> _Stored data_:
"""

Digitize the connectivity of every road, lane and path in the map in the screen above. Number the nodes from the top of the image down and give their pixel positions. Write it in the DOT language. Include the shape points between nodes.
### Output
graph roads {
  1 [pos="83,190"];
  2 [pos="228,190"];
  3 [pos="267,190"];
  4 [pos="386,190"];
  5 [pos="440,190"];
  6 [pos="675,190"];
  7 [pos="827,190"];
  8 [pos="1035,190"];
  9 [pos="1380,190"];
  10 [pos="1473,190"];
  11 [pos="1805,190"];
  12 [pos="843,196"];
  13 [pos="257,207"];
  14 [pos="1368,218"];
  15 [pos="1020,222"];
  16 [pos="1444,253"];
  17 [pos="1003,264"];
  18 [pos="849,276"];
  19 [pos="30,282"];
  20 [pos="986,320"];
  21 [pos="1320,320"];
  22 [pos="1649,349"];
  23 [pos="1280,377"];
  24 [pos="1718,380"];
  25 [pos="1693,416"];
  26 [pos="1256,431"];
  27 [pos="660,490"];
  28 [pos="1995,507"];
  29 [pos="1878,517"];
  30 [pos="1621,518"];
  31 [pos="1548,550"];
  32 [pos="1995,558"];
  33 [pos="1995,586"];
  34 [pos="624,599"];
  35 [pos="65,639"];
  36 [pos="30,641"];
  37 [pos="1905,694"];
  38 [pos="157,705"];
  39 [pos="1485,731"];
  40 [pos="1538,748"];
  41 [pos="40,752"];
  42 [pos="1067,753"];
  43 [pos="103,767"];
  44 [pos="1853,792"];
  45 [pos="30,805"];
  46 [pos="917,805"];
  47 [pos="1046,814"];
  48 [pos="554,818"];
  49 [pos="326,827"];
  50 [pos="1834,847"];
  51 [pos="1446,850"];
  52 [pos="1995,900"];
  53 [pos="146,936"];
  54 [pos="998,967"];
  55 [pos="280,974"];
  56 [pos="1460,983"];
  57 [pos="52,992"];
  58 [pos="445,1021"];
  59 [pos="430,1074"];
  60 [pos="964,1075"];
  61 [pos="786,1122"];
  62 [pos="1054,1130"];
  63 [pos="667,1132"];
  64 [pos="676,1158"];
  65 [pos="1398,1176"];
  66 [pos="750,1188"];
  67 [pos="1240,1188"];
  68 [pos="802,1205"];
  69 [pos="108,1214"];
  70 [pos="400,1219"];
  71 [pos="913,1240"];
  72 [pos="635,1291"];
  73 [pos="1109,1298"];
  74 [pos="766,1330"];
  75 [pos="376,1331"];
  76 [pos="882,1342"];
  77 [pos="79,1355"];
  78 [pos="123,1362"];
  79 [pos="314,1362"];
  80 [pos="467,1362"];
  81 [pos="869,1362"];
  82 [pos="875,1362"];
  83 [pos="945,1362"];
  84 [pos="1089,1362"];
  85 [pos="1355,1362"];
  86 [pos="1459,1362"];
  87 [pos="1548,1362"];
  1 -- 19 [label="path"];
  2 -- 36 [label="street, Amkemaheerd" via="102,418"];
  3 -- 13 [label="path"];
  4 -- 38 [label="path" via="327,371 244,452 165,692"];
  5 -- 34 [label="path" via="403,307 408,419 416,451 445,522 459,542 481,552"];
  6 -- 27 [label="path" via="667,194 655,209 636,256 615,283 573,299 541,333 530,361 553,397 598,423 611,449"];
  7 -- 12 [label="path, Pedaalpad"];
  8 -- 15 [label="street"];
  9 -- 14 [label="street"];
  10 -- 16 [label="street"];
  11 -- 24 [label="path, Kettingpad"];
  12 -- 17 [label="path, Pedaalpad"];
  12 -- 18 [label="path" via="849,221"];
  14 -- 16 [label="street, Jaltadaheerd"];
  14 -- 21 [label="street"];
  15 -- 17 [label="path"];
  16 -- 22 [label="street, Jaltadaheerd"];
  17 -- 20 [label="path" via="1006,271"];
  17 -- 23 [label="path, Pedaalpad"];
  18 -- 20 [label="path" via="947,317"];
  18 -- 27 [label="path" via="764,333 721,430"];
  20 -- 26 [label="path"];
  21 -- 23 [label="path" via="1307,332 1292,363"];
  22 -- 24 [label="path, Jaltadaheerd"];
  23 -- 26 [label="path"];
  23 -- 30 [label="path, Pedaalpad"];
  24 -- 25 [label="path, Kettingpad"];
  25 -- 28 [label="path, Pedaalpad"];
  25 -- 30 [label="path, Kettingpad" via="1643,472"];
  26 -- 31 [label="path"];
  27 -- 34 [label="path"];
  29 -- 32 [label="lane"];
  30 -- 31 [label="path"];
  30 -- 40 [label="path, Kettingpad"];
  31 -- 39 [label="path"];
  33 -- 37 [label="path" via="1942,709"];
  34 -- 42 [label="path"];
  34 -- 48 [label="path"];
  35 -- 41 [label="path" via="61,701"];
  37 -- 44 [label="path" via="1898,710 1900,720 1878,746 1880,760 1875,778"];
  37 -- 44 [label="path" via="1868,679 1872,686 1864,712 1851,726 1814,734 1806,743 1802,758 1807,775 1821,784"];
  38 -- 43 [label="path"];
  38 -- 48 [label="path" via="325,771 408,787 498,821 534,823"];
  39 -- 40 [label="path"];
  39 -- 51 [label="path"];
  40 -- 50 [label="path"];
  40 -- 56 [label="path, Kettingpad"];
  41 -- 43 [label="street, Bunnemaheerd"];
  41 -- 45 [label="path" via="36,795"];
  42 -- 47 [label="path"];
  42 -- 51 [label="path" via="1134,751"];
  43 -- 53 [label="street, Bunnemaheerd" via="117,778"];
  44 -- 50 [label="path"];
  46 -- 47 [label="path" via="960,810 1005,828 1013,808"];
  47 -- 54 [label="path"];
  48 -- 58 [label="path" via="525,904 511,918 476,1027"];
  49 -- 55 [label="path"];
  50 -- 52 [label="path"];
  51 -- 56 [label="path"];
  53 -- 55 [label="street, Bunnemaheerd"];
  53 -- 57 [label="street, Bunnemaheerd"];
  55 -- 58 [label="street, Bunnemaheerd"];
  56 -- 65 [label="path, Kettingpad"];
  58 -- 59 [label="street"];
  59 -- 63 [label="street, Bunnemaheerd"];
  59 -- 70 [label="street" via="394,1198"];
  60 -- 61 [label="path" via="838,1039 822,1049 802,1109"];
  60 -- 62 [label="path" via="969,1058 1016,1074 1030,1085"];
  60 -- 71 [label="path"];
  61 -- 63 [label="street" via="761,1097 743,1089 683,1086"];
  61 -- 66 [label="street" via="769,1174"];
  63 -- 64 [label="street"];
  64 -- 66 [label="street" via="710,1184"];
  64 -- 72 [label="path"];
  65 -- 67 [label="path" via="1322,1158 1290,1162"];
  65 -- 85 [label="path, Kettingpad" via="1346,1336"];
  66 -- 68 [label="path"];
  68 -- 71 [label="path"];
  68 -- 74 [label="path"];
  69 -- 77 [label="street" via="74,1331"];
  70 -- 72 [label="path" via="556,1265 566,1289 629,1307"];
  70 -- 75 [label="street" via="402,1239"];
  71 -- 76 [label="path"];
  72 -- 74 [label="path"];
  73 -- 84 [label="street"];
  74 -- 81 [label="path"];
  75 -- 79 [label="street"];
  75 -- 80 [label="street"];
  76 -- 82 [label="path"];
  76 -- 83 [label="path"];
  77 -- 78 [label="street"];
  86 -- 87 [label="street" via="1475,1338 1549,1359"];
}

"""

> _Exercise directions_: Find each line above that contains "Bunnemaheerd", and copy those lines.

> _Solution for this task_:
  41 -- 43 [label="street, Bunnemaheerd"];
  43 -- 53 [label="street, Bunnemaheerd" via="117,778"];
  53 -- 55 [label="street, Bunnemaheerd"];
  53 -- 57 [label="street, Bunnemaheerd"];
  55 -- 58 [label="street, Bunnemaheerd"];
  59 -- 63 [label="street, Bunnemaheerd"];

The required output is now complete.